Avoiding what happened to Japan
Post #1472
What started out as a “Lost Decade” in Japan, actually turned out to be an entire “Lost Generation” — 30 consecutive years of economic stagnation:
Officials in Japan thought that they could fix things by lowering interest rates, or printing money, per se. But Austrian economist, Ludwig von Mises had earlier revealed the folly in such behavior (“phantom of cheap credit”):
When operating under “the hallucination of the illusory prosperity created by easy money” then malinvestments are made and you put your economy into stagnation. And, importantly, “the return to monetary stability does not generate a crisis” like the critics and detractors think. It was easy money that was papering-over prior mistakes.
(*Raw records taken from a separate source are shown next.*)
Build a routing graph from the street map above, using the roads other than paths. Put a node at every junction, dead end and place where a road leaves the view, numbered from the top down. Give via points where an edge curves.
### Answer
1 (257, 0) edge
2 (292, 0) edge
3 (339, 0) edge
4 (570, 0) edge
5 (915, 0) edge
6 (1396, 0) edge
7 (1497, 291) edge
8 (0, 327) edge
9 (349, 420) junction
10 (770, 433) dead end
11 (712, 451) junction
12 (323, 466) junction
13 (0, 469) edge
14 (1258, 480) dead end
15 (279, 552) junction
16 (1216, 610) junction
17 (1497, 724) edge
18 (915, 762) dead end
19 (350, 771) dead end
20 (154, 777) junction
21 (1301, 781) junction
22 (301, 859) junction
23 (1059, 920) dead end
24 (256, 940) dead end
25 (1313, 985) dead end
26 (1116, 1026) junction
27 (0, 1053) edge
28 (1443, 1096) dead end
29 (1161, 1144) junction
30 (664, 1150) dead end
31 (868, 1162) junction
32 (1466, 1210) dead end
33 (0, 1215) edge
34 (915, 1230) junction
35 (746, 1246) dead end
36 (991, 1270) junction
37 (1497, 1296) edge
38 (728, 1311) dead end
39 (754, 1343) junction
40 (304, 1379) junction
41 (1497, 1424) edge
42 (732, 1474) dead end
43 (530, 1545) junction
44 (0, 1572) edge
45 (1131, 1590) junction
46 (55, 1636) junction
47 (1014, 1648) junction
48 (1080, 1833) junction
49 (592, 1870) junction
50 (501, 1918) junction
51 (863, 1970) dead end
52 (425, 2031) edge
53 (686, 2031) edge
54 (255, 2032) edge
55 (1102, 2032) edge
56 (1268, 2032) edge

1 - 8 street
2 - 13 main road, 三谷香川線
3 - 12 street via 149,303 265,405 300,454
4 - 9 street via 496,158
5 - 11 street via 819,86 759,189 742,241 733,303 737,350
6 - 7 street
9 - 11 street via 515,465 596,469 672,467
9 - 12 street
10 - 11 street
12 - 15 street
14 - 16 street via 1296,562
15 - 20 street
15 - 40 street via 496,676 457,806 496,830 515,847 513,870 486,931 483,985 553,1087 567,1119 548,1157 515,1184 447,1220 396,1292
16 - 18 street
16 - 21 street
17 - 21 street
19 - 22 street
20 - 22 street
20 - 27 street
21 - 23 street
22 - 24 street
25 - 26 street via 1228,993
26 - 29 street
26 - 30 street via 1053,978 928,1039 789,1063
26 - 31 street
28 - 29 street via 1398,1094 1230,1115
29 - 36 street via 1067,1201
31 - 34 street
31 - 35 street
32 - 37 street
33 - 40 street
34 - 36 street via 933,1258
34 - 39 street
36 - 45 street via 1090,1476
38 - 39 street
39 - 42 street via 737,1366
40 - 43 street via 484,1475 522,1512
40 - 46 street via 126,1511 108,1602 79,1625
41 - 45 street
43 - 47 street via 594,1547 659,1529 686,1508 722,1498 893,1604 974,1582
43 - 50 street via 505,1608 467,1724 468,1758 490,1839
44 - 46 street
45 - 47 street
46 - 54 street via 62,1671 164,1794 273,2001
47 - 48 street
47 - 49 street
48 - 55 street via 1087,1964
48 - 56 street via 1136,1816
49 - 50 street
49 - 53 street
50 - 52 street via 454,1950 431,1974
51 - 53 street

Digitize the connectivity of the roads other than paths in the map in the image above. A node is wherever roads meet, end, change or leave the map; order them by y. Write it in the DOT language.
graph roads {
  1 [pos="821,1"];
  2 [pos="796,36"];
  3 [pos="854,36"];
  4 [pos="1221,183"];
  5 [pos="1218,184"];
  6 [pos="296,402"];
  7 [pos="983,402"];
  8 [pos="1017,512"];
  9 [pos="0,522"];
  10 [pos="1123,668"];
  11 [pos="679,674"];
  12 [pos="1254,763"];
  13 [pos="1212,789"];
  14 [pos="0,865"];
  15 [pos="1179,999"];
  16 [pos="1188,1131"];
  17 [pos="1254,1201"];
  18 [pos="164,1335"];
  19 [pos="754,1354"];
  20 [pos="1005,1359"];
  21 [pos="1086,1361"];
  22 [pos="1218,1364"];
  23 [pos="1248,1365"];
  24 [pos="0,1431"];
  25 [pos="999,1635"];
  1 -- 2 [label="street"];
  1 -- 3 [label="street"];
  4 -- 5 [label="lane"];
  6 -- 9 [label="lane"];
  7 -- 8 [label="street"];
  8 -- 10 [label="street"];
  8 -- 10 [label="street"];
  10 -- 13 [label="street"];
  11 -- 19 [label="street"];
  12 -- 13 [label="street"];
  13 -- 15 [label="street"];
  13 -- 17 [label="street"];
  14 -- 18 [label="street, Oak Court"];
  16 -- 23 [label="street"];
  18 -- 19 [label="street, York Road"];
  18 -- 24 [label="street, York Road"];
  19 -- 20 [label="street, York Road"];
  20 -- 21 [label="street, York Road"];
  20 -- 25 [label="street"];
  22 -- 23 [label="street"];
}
Believing that they would be able to “paper-over” the mistakes which were being made in their economy — rather than allowing markets to work — Japanese officials, besides issuing subsidies to firms, also cut the very-short-term (similar to our Federal Funds Rate) interest rates from 8% down to below 1% within 5 years!:
Mises and his peers would have been immediately taking bets on how bad it was going to get because Japanese officials thought they could paper-over a deficiency of economic fundamentals with corporate subsidies and cheap credit. Even the long-term rates bottomed-out, though not as abruptly:
Long-term rates indicate investor optimism. When they stay high, that is because the investor demand for saved currency remains high enough to keep the interest rate on the borrowed money high. With investor pessimism, like in Japan in the 1990s, the long-term interest rate falls, because people do not want to borrow to invest, anymore.
To kill productive ambition, you can “paper-over” any defect, leaving the defect there.
By 1997, the per capita share of government debt surpassed the per capita GDP, helping to cause the growth in real GDP per capita to stall out (at just over $30,000 per capita in 2010$). From 1991-2000, real GDP per capita barely budged. And at the low-point of 2009, it was right back where it had been in 2000:
While Japan went through this “Keynesian fiasco” before the USA, it appears that we did not learn Japan’s lesson:
Fourteen years after the Japanese officials had caused their national debt to exceed their GDP, the USA followed suit in 2011 — though it was not until 2020 when we began to “look like” Japan in terms of runaway debt (completely untethered to GDP). But “papering-over” enriches the financiers at the expense of the middle class:
This chart shows the share of disposable income that matches the aggregate balances on credit cards, where credit card balances of 3% of disposable income are “good” but the recent 5% of personal income indicates people having to rely on credit cards for usual purchases. Put as a share of blue collar wages, the picture gets predictably worse:
When everyone’s credit card balance is matched to the combined earnings of only those workers in blue collar jobs (Production and Non-supervisory Employees), then a “good” amount of total credit card debt is akin to 10% of blue collar income. But recently, credit card debt has risen to 20% of blue collar income.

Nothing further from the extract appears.